Dans les grandes lignes, nous retrouvons la trame du dessin-animé. Néanmoins, les incohérences arrivent dès les premières pages et si je n’en dirai pas plus pour ne pas en dévoiler trop, cela ne m’a pas perturbée outre mesure. Ainsi, l’introduction des trois sorcières dans le récit apporte une touche de dynamisme et d’humour (certes un peu noir) et permet également de ne pas avoir une redite totale de ce que nous avons pu voir et revoir. Le lecteur se retrouve alors agréablement surpris, aussi bien par cette entrée en matière inattendue que par le caractère totalement imprévisible des trois sœurs. Reines de la zizanie, on ne peut pas dire qu’elles sont attachantes, loin de là. C’est justement leur côté méchant et drôle qui m’a fascinée. Jusqu’où sont-elles prêtes à aller pour voir le Prince sombrer ? Loin… Très loin même !
Autre point qui m’a plu et qui est déjà mis en Lumière (pardon… elle était facile celle-là) c’est le côté sombre du personnage de la Bête. Je ne m’attendais pas à ce que l’auteur accentue cet aspect-là de l’histoire, rendant la Bête encore plus ténébreuse et bestiale qu’elle nous semblait l’être. Dans le dessin-animé, si elle se révèle effrayante au début, elle finit très rapidement par nous attendrir. Dans le roman, c’est moins évident, la Bête étant plus torturée que jamais et sur le point de sombrer à tout instant.

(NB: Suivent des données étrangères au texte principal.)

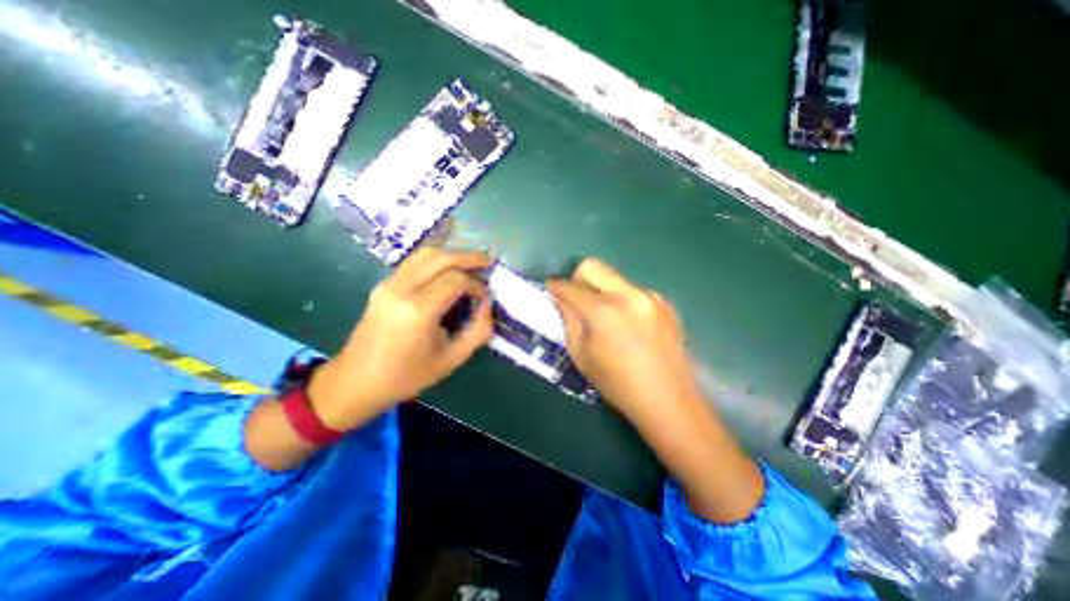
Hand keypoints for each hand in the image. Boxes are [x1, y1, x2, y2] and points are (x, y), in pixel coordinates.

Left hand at [308, 249, 494, 431]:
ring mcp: (389, 284)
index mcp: (419, 310)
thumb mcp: (450, 360)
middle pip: (441, 257)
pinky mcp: (383, 285)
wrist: (355, 382)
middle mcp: (402, 289)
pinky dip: (436, 260)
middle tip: (488, 262)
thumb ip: (477, 332)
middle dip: (469, 257)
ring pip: (426, 254)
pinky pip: (415, 262)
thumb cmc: (406, 376)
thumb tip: (487, 308)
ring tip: (471, 263)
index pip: (456, 280)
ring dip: (452, 255)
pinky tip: (448, 270)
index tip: (485, 298)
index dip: (477, 285)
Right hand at [551, 258, 704, 421]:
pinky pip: (633, 291)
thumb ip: (569, 321)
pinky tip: (628, 324)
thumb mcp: (582, 356)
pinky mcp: (665, 303)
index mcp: (604, 311)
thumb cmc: (618, 384)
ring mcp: (650, 296)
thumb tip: (562, 299)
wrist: (668, 400)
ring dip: (602, 290)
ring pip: (614, 278)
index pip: (571, 287)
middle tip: (575, 299)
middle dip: (577, 278)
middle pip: (593, 266)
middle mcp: (628, 294)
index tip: (550, 289)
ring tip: (605, 317)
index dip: (555, 286)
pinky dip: (622, 300)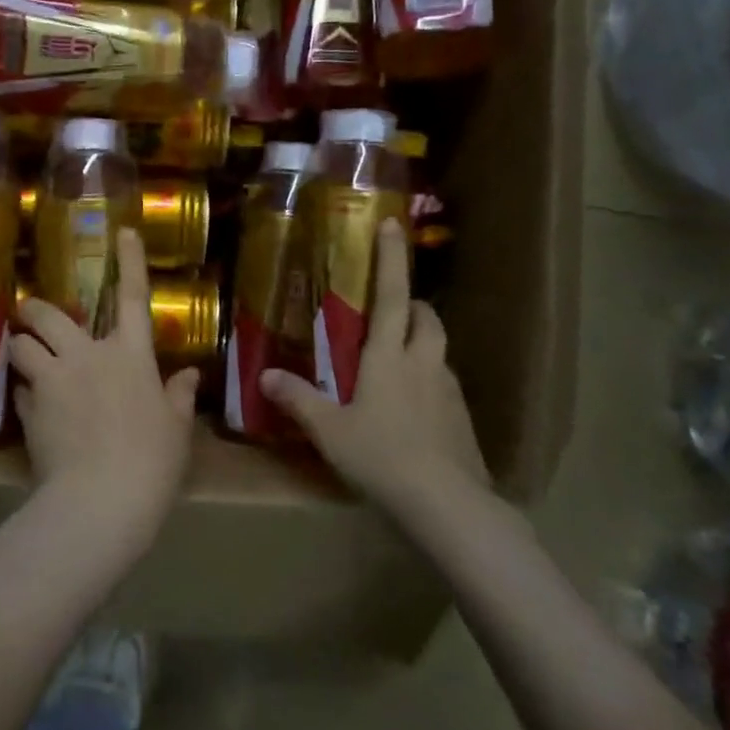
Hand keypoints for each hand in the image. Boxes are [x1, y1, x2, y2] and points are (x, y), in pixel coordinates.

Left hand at [10, 228, 199, 537]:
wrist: (102, 499)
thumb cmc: (152, 461)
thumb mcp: (176, 429)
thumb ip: (180, 397)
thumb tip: (190, 375)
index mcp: (130, 355)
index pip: (133, 297)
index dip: (130, 261)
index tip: (123, 230)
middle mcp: (88, 356)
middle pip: (48, 314)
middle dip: (34, 309)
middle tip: (31, 314)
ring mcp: (53, 379)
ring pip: (20, 345)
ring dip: (19, 348)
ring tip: (23, 359)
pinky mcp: (29, 408)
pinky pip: (19, 389)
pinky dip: (23, 392)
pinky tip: (31, 408)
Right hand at [261, 218, 488, 519]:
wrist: (448, 505)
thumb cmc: (381, 456)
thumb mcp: (329, 430)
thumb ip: (298, 399)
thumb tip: (265, 376)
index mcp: (388, 356)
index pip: (393, 295)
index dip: (391, 258)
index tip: (393, 225)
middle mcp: (423, 363)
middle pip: (427, 318)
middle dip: (414, 304)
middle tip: (393, 308)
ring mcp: (449, 390)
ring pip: (439, 350)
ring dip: (422, 342)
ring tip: (398, 360)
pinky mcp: (463, 419)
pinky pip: (444, 384)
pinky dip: (429, 381)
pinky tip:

Petit avertissement : le livre, s’il se veut davantage une histoire alternative du récit original de Disney plutôt qu’un complément, n’en reste pas moins inséparable. En effet, en ne se concentrant quasiment que sur des passages absents du dessin-animé ou du film sorti en mars 2017, le roman rend indispensable, à mon sens, la connaissance de l’une ou l’autre des deux œuvres. Ainsi, des passages entiers de l’histoire ne sont pas abordés, l’auteur partant du principe que les passages communs à la Bête et à Belle ont été vus. A mon sens, cela est un peu dommage et il aurait été préférable, quitte à rallonger un petit peu le roman, que ces passages soient évoqués.

Autre point qui m’a un peu dérangée : il est mentionné que le livre est accessible dès l’âge de 9 ans. Si certes, il n’y a pas de passages compliqués ou traumatisants, le livre n’en reste pas moins assez volumineux pour un enfant de cet âge. D’autant plus que le style, bien que simple et fluide pour une personne adulte, pourrait poser quelques difficultés si l’enfant n’est pas accompagné dans sa lecture.


Bref, vous l’aurez compris, ce roman a réussi à conquérir mon cœur sans trop de difficultés. Ne vous attendez pas à un complément du dessin-animé, il s’agit là plutôt d’une histoire alternative qui change quelque peu la vision que nous pouvions avoir de la Bête. Un indispensable pour tout fan qui se respecte ;)

1 commentaire :

  1. Un petit roman qui m'a également plu. Curieuse de lire les autres qui existent sur d'autres "méchants" de Disney.